▶ **EXERCISE**:
Give the records below again exactly, and exclude each picture.

- Opening Delimiter -

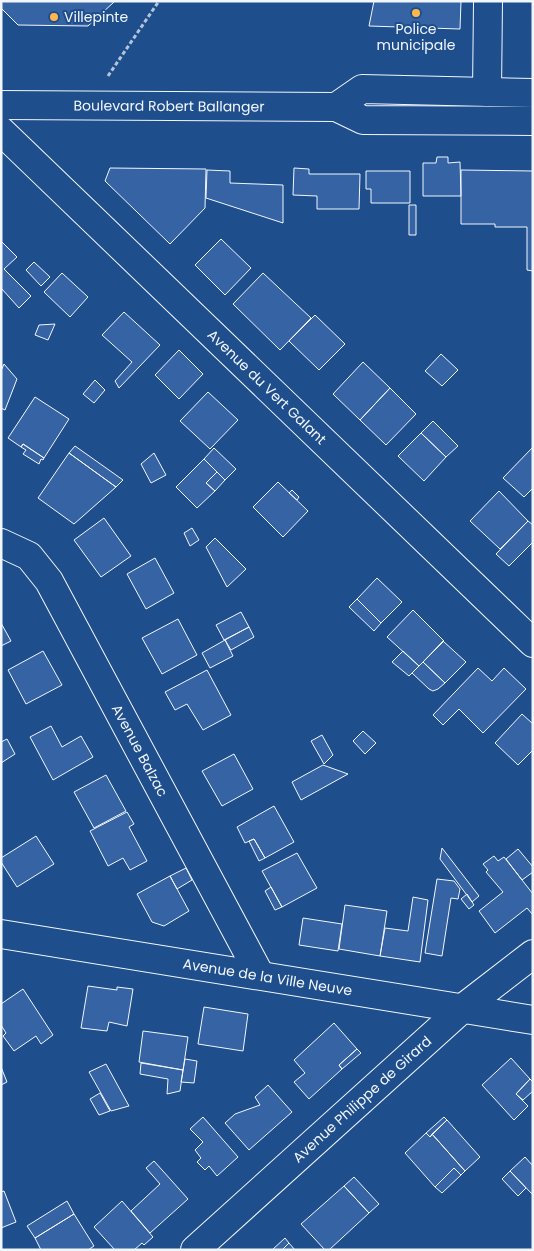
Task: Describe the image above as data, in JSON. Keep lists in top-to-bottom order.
{
  "streets": {
    "street": [
      "Boulevard Robert Ballanger",
      "Avenue du Vert Galant",
      "Avenue Balzac",
      "Avenue de la Ville Neuve",
      "Avenue Philippe de Girard"
    ]
  },
  "crossings": [
    ["Avenue Balzac", "Avenue de la Ville Neuve"],
    ["Avenue de la Ville Neuve", "Avenue Philippe de Girard"]
  ],
  "places": ["Police municipale", "Villepinte"]
}
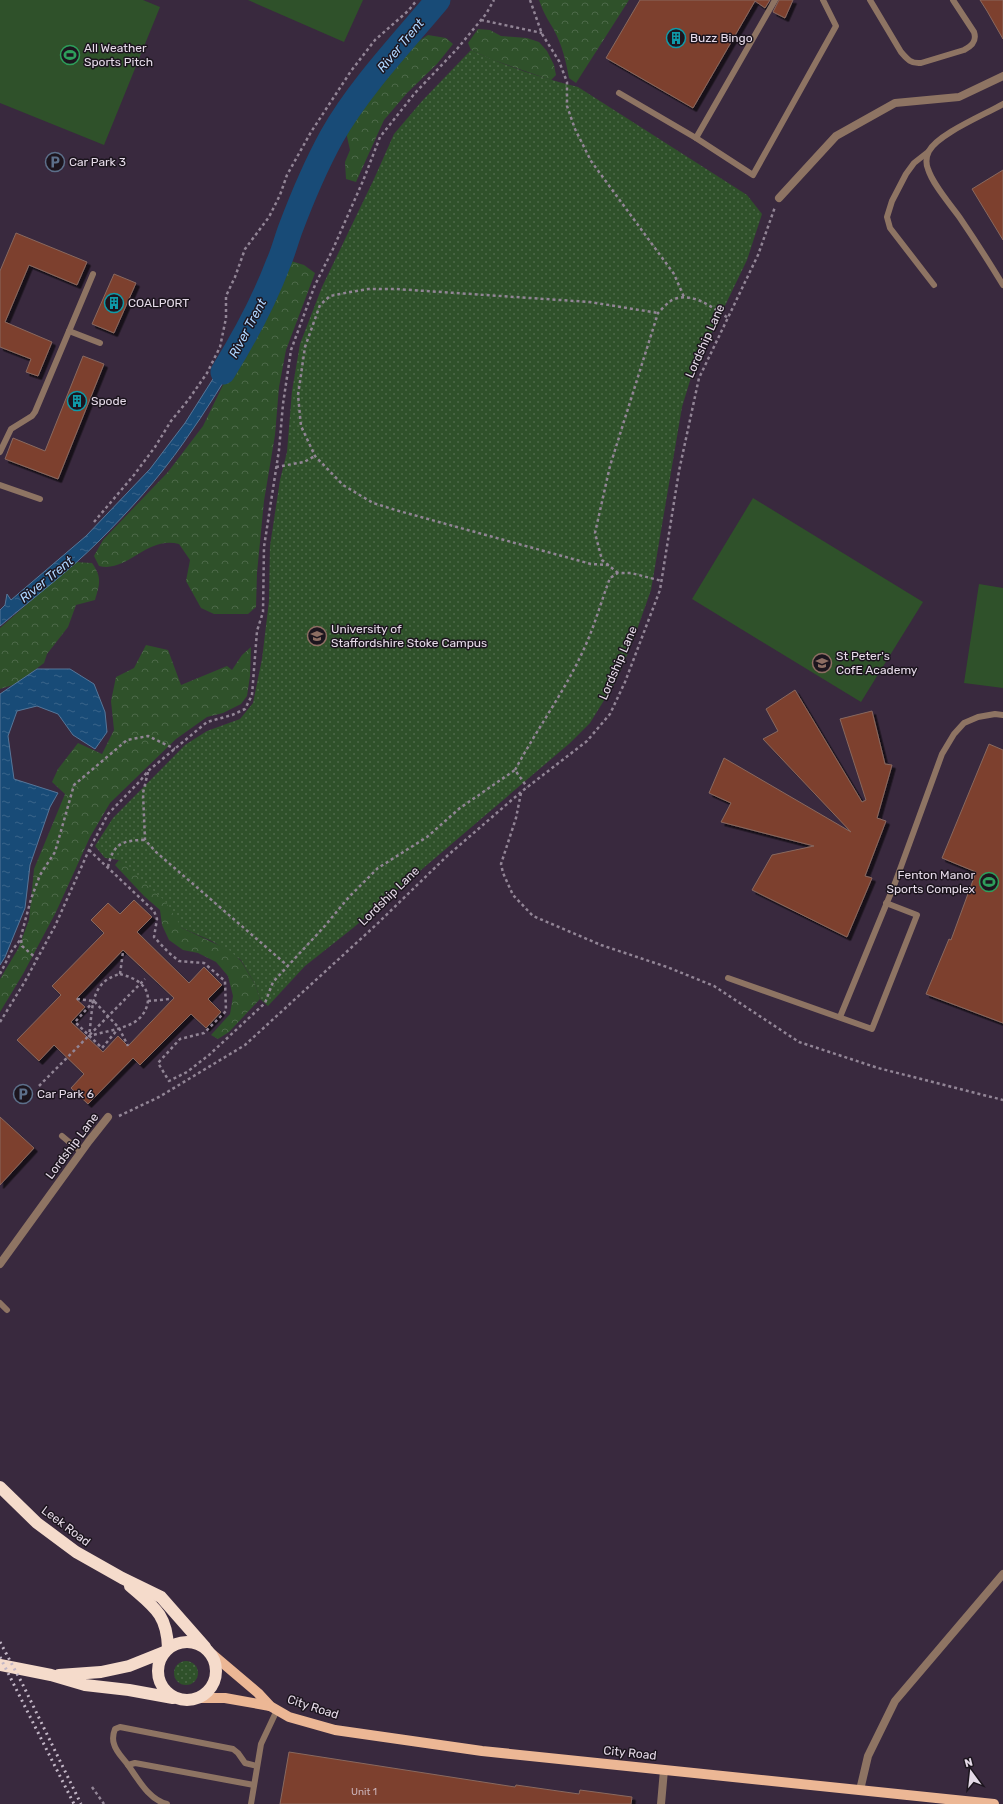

- Closing Delimiter -

▶ **EXPECTED ANSWER**:
Task: Describe the image above as data, in JSON. Keep lists in top-to-bottom order.
{
  "streets": {
    "street": [
      "Boulevard Robert Ballanger",
      "Avenue du Vert Galant",
      "Avenue Balzac",
      "Avenue de la Ville Neuve",
      "Avenue Philippe de Girard"
    ]
  },
  "crossings": [
    ["Avenue Balzac", "Avenue de la Ville Neuve"],
    ["Avenue de la Ville Neuve", "Avenue Philippe de Girard"]
  ],
  "places": ["Police municipale", "Villepinte"]
}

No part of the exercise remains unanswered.